Ghanaian politician (born 1983)

Alhassan Sualihu Dandaawa (born 17 February 1983) is a Ghanaian politician and member of the Seventh Parliament of the Fourth Republic of Ghana representing the Karaga Constituency in the Northern Region on the ticket of the National Democratic Congress.

== Personal life ==
Dandaawa is a Muslim and is married with a child.

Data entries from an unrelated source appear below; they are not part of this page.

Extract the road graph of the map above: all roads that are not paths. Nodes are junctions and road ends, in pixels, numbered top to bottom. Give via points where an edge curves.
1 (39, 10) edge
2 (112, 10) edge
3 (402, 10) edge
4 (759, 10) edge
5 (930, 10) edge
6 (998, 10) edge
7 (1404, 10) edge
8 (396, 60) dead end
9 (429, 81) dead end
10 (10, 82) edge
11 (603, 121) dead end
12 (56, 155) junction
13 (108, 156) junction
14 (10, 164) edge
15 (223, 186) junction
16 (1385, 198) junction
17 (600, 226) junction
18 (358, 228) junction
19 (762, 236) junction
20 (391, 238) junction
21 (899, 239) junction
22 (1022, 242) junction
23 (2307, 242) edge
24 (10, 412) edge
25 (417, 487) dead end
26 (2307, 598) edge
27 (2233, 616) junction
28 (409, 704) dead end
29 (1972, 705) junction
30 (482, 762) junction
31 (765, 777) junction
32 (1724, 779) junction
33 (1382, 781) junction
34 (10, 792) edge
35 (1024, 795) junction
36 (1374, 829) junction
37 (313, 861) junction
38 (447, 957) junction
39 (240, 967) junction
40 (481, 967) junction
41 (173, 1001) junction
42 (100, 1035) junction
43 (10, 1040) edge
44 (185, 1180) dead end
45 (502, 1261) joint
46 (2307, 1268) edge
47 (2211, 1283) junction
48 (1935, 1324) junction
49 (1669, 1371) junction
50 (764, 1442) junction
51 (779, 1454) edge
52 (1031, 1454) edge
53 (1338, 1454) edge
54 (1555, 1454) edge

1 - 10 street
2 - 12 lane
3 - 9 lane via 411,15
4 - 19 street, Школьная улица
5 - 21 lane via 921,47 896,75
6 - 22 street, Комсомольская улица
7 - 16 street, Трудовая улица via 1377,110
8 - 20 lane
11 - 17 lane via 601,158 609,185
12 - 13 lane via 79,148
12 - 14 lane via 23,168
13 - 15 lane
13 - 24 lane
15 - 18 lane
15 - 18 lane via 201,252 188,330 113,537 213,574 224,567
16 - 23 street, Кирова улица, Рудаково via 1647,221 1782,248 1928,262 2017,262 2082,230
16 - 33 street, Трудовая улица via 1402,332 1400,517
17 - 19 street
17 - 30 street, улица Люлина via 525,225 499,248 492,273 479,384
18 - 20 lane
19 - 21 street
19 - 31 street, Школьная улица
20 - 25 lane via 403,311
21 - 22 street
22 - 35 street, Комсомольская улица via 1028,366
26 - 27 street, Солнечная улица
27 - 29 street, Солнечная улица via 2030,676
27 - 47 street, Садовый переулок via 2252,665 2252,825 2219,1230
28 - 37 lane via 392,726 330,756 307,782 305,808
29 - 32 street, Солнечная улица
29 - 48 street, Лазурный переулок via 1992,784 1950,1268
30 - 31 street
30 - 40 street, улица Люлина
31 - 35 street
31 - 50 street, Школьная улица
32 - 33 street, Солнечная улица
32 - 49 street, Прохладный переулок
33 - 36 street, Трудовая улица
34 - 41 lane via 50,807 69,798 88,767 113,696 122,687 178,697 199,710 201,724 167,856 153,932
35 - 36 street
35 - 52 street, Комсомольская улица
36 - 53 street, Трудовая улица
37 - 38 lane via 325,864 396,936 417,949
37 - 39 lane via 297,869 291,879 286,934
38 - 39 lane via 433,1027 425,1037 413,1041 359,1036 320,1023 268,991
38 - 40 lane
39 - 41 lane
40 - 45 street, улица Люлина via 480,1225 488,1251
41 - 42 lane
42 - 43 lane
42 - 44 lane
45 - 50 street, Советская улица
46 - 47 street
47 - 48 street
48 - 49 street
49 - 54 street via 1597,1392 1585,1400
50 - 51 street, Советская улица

== Early life and education ==
Dandaawa was born on February 17, 1983. He hails from Karaga, a town in the Northern Region of Ghana. He entered Islamic University College, Accra and obtained his Bachelor of Business Administration degree in Banking and Finance in 2009. He also attended Mouncrest University College, Kanda-Accra and obtained a bachelor of law degree.

== Politics ==
Dandaawa is a member of the National Democratic Congress (NDC). In 2012, he contested for the Karaga seat on the ticket of the NDC sixth parliament of the fourth republic and won.

=== 2012 election ===
Dandaawa contested the Karaga constituency parliamentary seat on the ticket of National Democratic Congress during the 2012 Ghanaian general election and won with 15,648 votes representing 51.20% of the total votes. He was elected over Baba Wahab of the New Patriotic Party, Abdulai Mohammed of IND, Fuseini Ziblim (Agyekum) of the progressive People's Party and Adam Yussif of the PNC. They obtained 13,107 votes, 1,514 votes, 177 votes and 119 votes respectively, equivalent to 42.88%, 4.95%, 0.58% and 0.39% of the total votes respectively.

==== 2016 election ====
Dandaawa was re- elected as a member of parliament for Karaga constituency on the ticket of the National Democratic Congress during the 2016 Ghanaian general election and won with 15,820 votes representing 48.97% of the total votes. He won the parliamentary seat over Sulemana Ibn Sa-eed of the New Patriotic Party who pulled 10,798 votes which is equivalent to 33.43%, parliamentary candidate for the Progressive People's Party Mohammed Alhassan had 5,405 votes representing 16.73%, Osman Adam Iddrisu of the Convention People's Party had 160 votes representing 0.50% and the parliamentary candidate for the PNC Alhassan Abdul Ganiyu had 120 votes representing 0.37% of the total votes.

===== 2020 election =====
Dandaawa again contested the Karaga (Ghana parliament constituency) parliamentary seat on the ticket of the National Democratic Congress during the 2020 Ghanaian general election but lost the election to Mohammed Amin Adam of the New Patriotic Party.

== Employment ==
- Administrative Assistant, Ministry of Foreign Affairs and Regional Integration, Accra
- Member of Parliament (January 7, 2013–January 7, 2021)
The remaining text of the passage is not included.